Penyelenggaraan kegiatan agama, kepercayaan, dan adat istiadat pada hakikatnya adalah bagian yang tidak terpisahkan dari hak asasi manusia. Karena itu, Keppres ini juga mencabut Instruksi Presiden Nomor 14 Tahun 1967 sehingga penyelenggaraan kegiatan keagamaan, kepercayaan, dan adat istiadat Cina dapat dilaksanakan tanpa memerlukan izin khusus lagi. Keputusan tersebut berlaku sejak 17 Januari 2000 sekaligus mengakhiri ketidakpastian bagi umat Khonghucu selama lebih dari 30 tahun.
Pengakuan Khonghucu sebagai agama juga diikuti dengan diperbolehkannya budaya Tiongkok dipelajari dan dipertunjukkan di Indonesia. Berbagai pengakuan seperti pemberian hak-hak sipil dan berpolitik, serta ekonomi sosial dan budaya, didapatkan oleh etnis Tionghoa sejak era Reformasi ini.
Hal tersebut ditandai dengan terbitnya Keputusan Presiden Nomor 19/2001 pada tanggal 9 April 2001 yang meresmikan Imlek sebagai hari libur fakultatif yang berlaku bagi yang merayakannya. Kebijakan Gus Dur ini kemudian digenapkan oleh Presiden ke-5 Megawati yang menerbitkan Keputusan Presiden Nomor 19 Tahun 2002 tentang Tahun Baru Imlek sebagai Hari Libur Nasional.
Presiden ke-6 Susilo Bambang Yudhoyono juga mengeluarkan Keputusan Presiden Nomor 12 Tahun 2014 tentang pencabutan Surat Edaran Presidium Kabinet Ampera Nomor SE-06/Perd.Kab/6/1967 tanggal 28 Juni 1967. Keppres ini menghapus istilah Cina dengan kembali ke sebutan etnis Tionghoa.
Kebijakan pemerintahan Presiden SBY ini dikeluarkan di akhir masa 2 periode kepresidenannya. Waktu itu menjelang Pemilu/Pilpres 2014.
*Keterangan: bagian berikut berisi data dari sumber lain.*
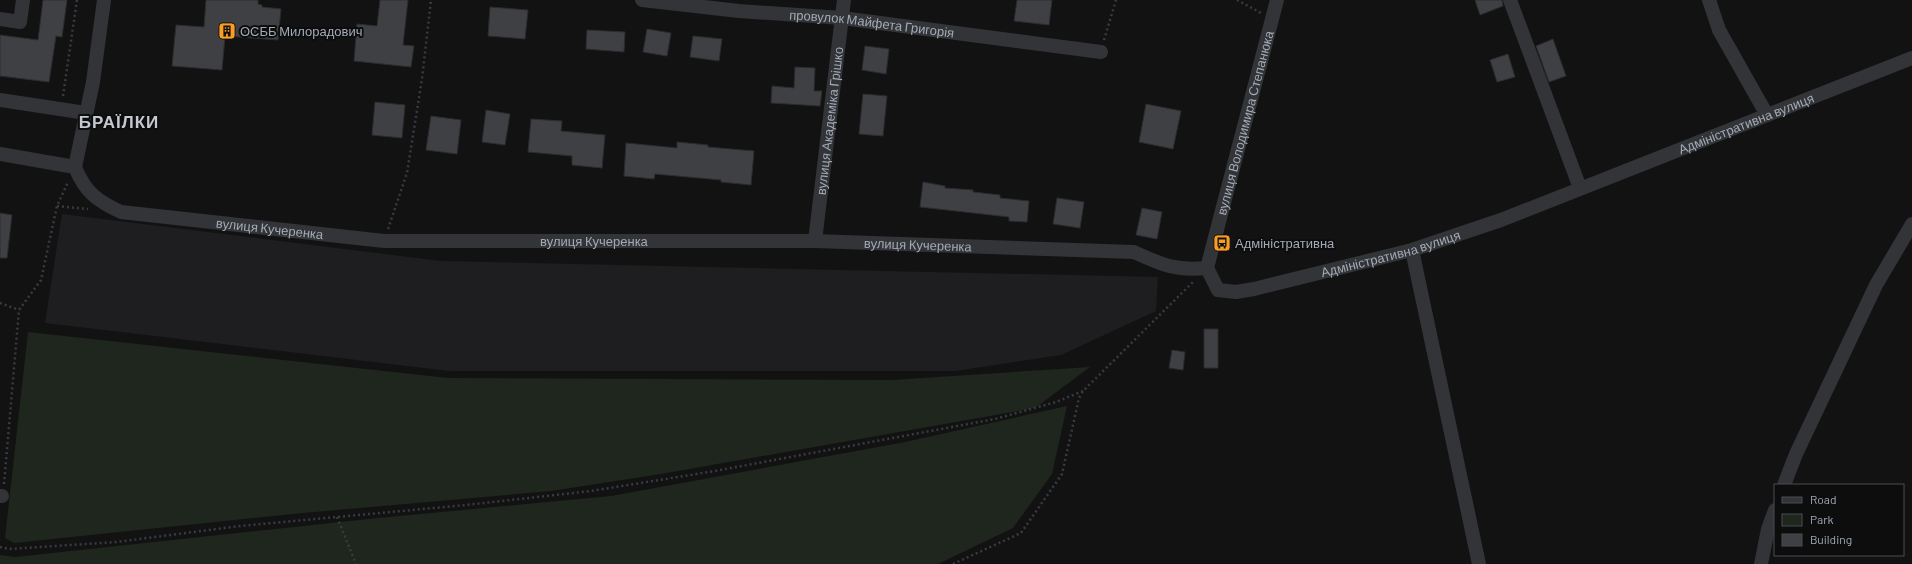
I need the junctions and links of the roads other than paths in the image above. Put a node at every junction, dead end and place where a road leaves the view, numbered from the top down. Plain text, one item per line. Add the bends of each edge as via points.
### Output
1 (23, 0) edge
2 (104, 0) edge
3 (642, 0) edge
4 (844, 0) edge
5 (1277, 0) edge
6 (1510, 0) edge
7 (1710, 0) edge
8 (842, 18) junction
9 (0, 19) edge
10 (1101, 52) road end
11 (1912, 58) edge
12 (0, 100) edge
13 (86, 113) junction
14 (1767, 115) junction
15 (0, 154) edge
16 (75, 167) junction
17 (1580, 188) junction
18 (1912, 224) edge
19 (816, 241) junction
20 (1412, 250) junction
21 (1207, 268) junction
22 (1784, 484) edge
23 (1774, 513) edge
24 (1478, 564) edge
25 (1761, 564) edge

1 - 9 street via 20,22
2 - 13 street via 93,82
3 - 8 street, провулок Майфета Григорія via 739,11
4 - 8 street, вулиця Академіка Грішко
5 - 21 street, вулиця Володимира Степанюка
6 - 17 street
7 - 14 street via 1719,30
8 - 10 street, провулок Майфета Григорія
8 - 19 street, вулиця Академіка Грішко
11 - 14 street, Адміністративна вулиця
12 - 13 street
13 - 16 street
14 - 17 street, Адміністративна вулиця
15 - 16 street
16 - 19 street, вулиця Кучеренка via 81,183 99,201 121,212 384,241
17 - 20 street, Адміністративна вулиця via 1501,220
18 - 22 street via 1876,285
19 - 21 street, вулиця Кучеренка via 1134,252 1165,266 1190,270
20 - 21 street, Адміністративна вулиця via 1236,292 1218,290
20 - 24 street
23 - 25 street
Khonghucu diakui kembali sebagai agama di Indonesia seperti era sebelum Orde Baru. Peringatan Tahun Baru Imlek yang dianut oleh masyarakat Tionghoa khususnya Khonghucu ikut diakui sebagai hari libur nasional. Penetapan hari libur ini merupakan konsekuensi logis negara Pancasila yang berlaku adil terhadap semua agama.
Umat agama Khonghucu di Indonesia sekitar 100-an ribu, relatif tidak banyak. Hal ini bila dibandingkan dengan seluruh penduduk Indonesia yang menurut Sensus Penduduk 2020 adalah 270,2 juta jiwa lebih. Etnis Tionghoa yang juga menganut agama Budha, Kristen, Katolik, Hindu, dan Islam di Indonesia, kini sudah mendapatkan kembali pengakuan politis dan dapat merayakan Imlek secara bebas merdeka.
Xin nien khuai le … Selamat menyambut Tahun Baru Imlek 2572 Kongzili, 12 Februari 2021.